5 thoughts on “ABOUT THE AUTHOR

  1. Chris; it’s great to see how close you are to having this out for the public, can’t wait to get a copy and read it. This facility is ery close to home with all of the time I spent there

  2. Chris: Reading your website and the information about your book takes me back over fifty years to the WPS Inmate Development Project ( an experiment in corrections) funded by NIMH between 1964 and 1966. As a WSU Ph.D. candidate at the time, I was part of the evaluation/research staff. We spent weekends and the summer of 1966 in the project area housed in what was the Guidance and Reception units, mostly interviewing inmates. It was an interesting experience and at the end of the project, the inmates produced a publication entitled “Projector”. Even then, it was clear (and stated by the inmates) that the guards did not run the prison, the inmates did. I can share the publication with you if you are interested.

  3. I very much enjoyed reading this book, as Bob Rhay was my grandmothers 3rd husband and I spent quite a lot of time with him. This really puts many of his stories in perspective. Thanks for doing this…

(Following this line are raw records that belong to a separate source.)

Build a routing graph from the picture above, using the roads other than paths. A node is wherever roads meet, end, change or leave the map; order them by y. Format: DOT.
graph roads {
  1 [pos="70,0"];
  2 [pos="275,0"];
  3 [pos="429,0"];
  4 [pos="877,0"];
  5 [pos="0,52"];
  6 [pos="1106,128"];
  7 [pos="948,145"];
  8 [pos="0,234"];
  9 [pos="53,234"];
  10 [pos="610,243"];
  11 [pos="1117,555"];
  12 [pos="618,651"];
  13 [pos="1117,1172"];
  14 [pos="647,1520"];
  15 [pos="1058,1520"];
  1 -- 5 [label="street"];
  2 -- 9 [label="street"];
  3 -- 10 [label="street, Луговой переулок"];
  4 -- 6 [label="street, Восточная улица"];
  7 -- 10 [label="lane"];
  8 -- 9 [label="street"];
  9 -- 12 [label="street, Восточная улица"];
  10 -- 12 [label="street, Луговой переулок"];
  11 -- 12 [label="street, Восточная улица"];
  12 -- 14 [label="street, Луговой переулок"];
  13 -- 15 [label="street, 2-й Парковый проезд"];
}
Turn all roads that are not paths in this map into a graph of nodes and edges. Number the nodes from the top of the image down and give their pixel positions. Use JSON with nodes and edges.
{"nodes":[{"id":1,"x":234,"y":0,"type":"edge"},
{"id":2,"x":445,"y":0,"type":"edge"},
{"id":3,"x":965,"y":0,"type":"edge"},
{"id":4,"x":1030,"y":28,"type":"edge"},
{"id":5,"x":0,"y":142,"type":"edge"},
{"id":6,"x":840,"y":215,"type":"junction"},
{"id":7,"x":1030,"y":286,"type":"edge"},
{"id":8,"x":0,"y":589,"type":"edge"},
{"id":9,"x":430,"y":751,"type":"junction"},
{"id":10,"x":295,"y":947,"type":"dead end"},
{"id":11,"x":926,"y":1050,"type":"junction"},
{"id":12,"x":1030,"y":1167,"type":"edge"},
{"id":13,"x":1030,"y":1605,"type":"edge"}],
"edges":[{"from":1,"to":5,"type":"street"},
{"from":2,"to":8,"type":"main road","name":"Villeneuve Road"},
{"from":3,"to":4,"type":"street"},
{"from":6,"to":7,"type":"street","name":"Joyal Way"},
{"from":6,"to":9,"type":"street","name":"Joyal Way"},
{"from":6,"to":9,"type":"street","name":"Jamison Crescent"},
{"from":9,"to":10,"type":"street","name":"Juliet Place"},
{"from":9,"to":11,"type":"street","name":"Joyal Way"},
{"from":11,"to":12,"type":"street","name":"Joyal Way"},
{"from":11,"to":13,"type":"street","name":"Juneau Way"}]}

  4. Mr. Murray-I am reading your book, which puts into perspective my own experience at Walla Walla. In July 1972, I was a 22 year-old staff member of the Washington State Human Rights Commission that was sent inside the walls for a week to interview inmates (“residents”) and staff about prison reforms. This was likely an attempt to diffuse some of the racial conflict that the prison was experiencing. I had free movement throughout the prison with only a prisoner-escort, and I interviewed about 50 people, spending about 13 hours a day “inside”. (Decades later, one of my friends, who became a senior corrections official, told me that I was lucky to come out alive.) The experience was intense for a young, naive junior staffer during an era of societal change, and I came away realizing that some of those guys really aren’t so nice—and that assessment included both staff and inmates. Your book touches upon one of the more bizarre interviews that I had with a prison doctor, who told me that most of the inmates were there because they had feminine personality traits, as verified by the Minnesota Multi-Phasic Personality Inventory test. I found this to be wacky, especially since my brother was getting his masters degree in guidance counseling and had administered that test to me and other family members as part of his schooling; and I registered slightly high on the femininity scale because of my active interest in music!
    My work led to a report (a copy of which I still have) entitled, “A Study of Attitudes About Prison Reform at the Washington State Penitentiary at Walla Walla, Washington During the Past Three Years”, which was provided to the prison administration. I have no clue whether it had any impact. Your book brings back a flood of memories and stories and paints a vivid picture of the prison’s environment. I saw first-hand much of what you have written about, but at the time I did not have the context that your book provides. Thank you for this excellent work.

  5. I grew up in Walla Walla. Went to Prospect Point, Garrison, and Wa Hi. We were neighbors to Bob Freeman. I was in the same grade as his oldest daughter. I grew up riding bikes up and around the prison.
    After I got out of the Navy in August 1973 I returned home. Right away my father said you need a State job so I got a job as guard with the understanding I would transition to the hospital as an orderly eventually a physician assist.
    I didn’t last month as a guard. The place was dangerous. They turn you loose with all these criminals and what have you got to help you. Keys! That’s it KEYS! I quit and from the sounds of it I’m glad I did.